Additional individual privacy rights include requesting restrictions on certain disclosures (including limiting disclosures to a health plan when you pay a provider in full out of pocket), requesting confidential communications, receiving an accounting of certain disclosures, and obtaining the Notice of Privacy Practices. You may file a complaint without retaliation.

Minimum Necessary Standard

Except for specific situations, organizations must limit uses, disclosures, and requests to the minimum necessary information to accomplish the intended purpose. This standard drives role-based access, need-to-know workflows, and data segmentation to reduce risk.

Common exceptions include disclosures for treatment, disclosures to the individual, disclosures required by law, and uses or disclosures to the Department of Health and Human Services for investigations. Policies should translate the minimum necessary standard into practical disclosure limitations for routine operations, research, and analytics.

Enforcement and Compliance

The Office for Civil Rights enforces the HIPAA Privacy Rule through complaints, investigations, and audits. Outcomes can include corrective action plans, resolution agreements, and civil monetary penalties. The Department of Justice may pursue criminal cases for intentional misuse of PHI.

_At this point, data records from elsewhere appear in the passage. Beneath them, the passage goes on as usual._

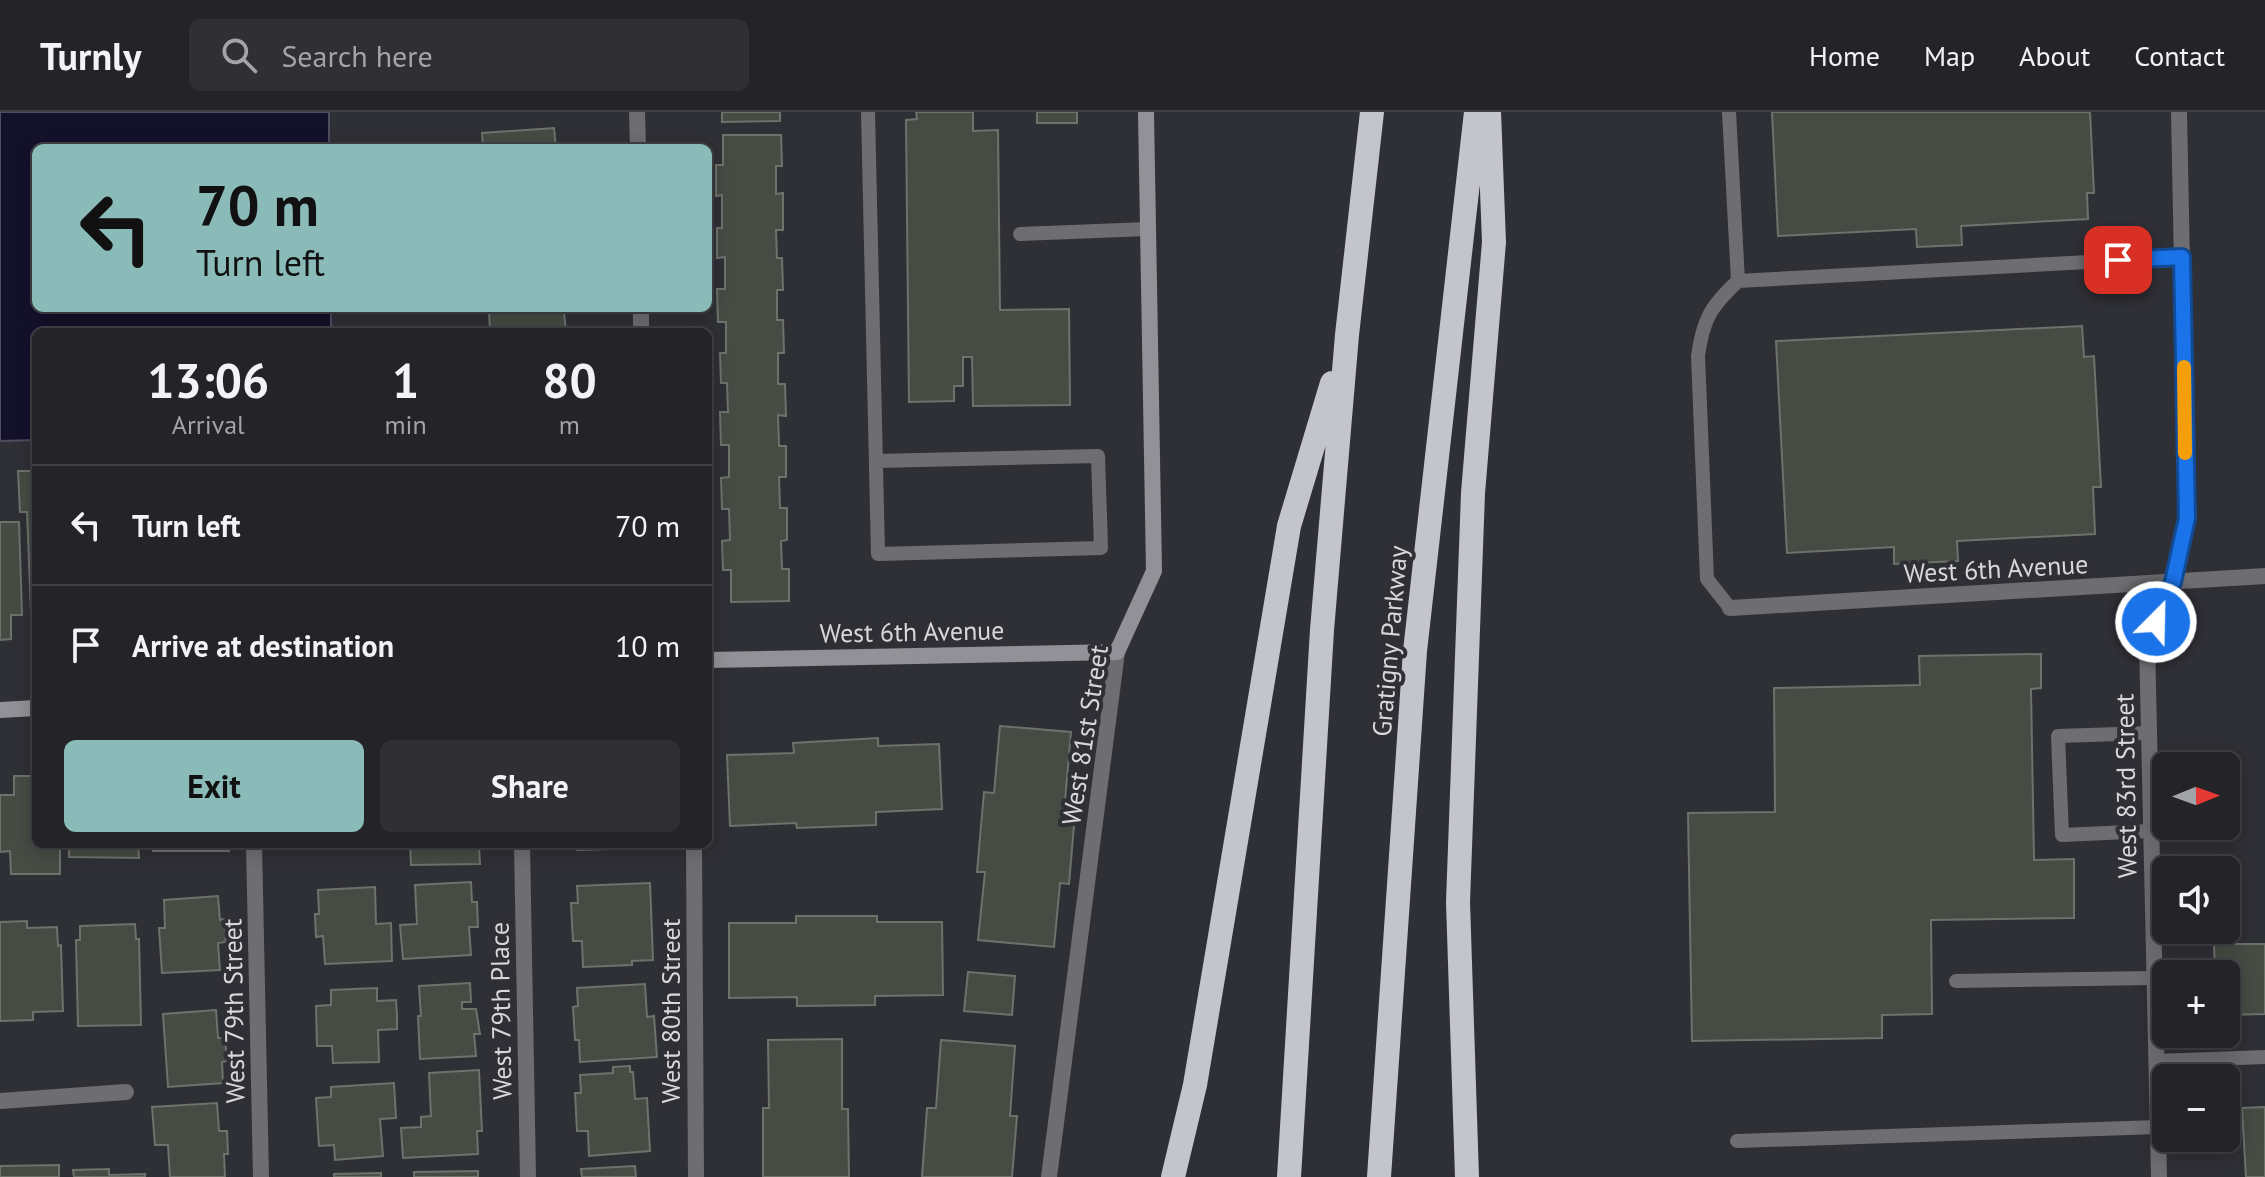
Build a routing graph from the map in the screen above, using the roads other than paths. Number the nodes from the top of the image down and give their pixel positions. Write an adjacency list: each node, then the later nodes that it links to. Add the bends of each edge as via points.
1 (637, 112): 9 (street)
2 (868, 112): 15 (lane)
3 (1146, 112): 10 (street, West 81st Street)
4 (1372, 112): 14 (highway)
5 (1476, 112): 46 (highway, Gratigny Parkway, via 1415,651)
6 (1489, 112): 47 (highway, via 1494,242 1473,493 1458,902)
7 (1729, 112): 13 (lane)
8 (2179, 112): 12 (street, West 83rd Street)
9 (638, 144)
10 (1148, 229): 11 (lane); 19 (street, West 81st Street, via 1154,571)
11 (1020, 234)
12 (2182, 257): 13 (lane); 17 (street, West 83rd Street, via 2187,518)
13 (1738, 281): 18 (lane, via 1718,299 1702,325 1698,356 1707,579)
14 (1347, 335): 44 (highway, via 1289,526 1195,1085); 45 (highway, via 1322,630)
15 (876, 461): 15 (lane, via 1098,456 1101,548 878,554)
16 (2265, 576): 17 (street, West 6th Avenue)
17 (2173, 582): 18 (street, West 6th Avenue); 23 (street, West 83rd Street, via 2147,642)
18 (1730, 608)
19 (1117, 652): 20 (street, West 6th Avenue); 43 (street, West 81st Street)
20 (712, 660)
21 (32, 708): 22 (street)
22 (0, 710)
23 (2149, 733): 24 (street, West 83rd Street); 24 (lane, via 2058,736 2062,835)
24 (2151, 831): 28 (street, West 83rd Street)
25 (254, 848): 40 (street, West 79th Street)
26 (522, 848): 41 (street, West 79th Place)
27 (694, 848): 42 (street, West 80th Street)
28 (2154, 960)
29 (2152, 978): 30 (lane)
30 (1956, 981)
31 (2156, 1048): 33 (street, West 83rd Street)
32 (2265, 1057): 33 (lane)
33 (2156, 1061): 34 (street, West 83rd Street)
34 (2156, 1064)
35 (126, 1092): 36 (street)
36 (0, 1101)
37 (2152, 1127): 38 (lane)
38 (1737, 1141)
39 (2158, 1152): 48 (street, West 83rd Street)
40 (261, 1177)
41 (528, 1177)
42 (696, 1177)
43 (1049, 1177)
44 (1173, 1177)
45 (1289, 1177)
46 (1379, 1177)
47 (1467, 1177)
48 (2159, 1177)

Effective HIPAA compliance integrates governance and day-to-day practice: designate a privacy official; maintain BAAs; document policies, training, and sanctions; implement role-based access and minimum necessary controls; verify requestors; manage incidents and provide breach notifications when required; and periodically review and improve your program.

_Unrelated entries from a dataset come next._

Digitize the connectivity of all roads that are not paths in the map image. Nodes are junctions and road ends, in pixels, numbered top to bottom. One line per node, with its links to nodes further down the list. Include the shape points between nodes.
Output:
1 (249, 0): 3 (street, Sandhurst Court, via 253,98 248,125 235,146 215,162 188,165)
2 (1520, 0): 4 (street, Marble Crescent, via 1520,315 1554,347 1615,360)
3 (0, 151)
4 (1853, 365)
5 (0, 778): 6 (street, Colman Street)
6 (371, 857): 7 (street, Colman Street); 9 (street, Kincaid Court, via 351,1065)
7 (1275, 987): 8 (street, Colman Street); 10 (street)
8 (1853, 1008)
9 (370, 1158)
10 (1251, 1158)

In summary, the Privacy Rule applies to Covered Entities and their Business Associates, regulates how Protected Health Information is used and disclosed, enforces disclosure limitations through the minimum necessary standard, and empowers individuals with meaningful privacy rights—all foundational pillars of HIPAA compliance.

FAQs.

What types of entities must comply with the HIPAA Privacy Rule?

Health care providers that conduct standard electronic transactions, health plans, and health care clearinghouses are Covered Entities and must comply. Business Associates that create, receive, maintain, or transmit PHI for a Covered Entity must also comply under their Business Associate Agreements and are directly liable for violations.

What is considered Protected Health Information under HIPAA?

PHI is individually identifiable health information related to a person’s health, care, or payment for care that is created or held by a Covered Entity or Business Associate. It spans any medium—verbal, paper, or electronic—and includes identifiers such as names, medical record numbers, and full-face photos, along with clinical and billing details. De‑identified data is not PHI.

How do business associates relate to HIPAA compliance?

Business Associates perform services involving PHI for Covered Entities and must follow the Privacy Rule’s requirements. A Business Associate Agreement sets permitted uses, disclosure limitations, safeguards, breach reporting, and subcontractor obligations. Business Associates are directly accountable for compliance and may face enforcement for violations.

What rights do individuals have over their PHI?

Individuals have the right to access and receive copies of PHI, request amendments, obtain an accounting of certain disclosures, request restrictions and confidential communications, receive a Notice of Privacy Practices, and file complaints without retaliation. These individual privacy rights ensure transparency and control over PHI.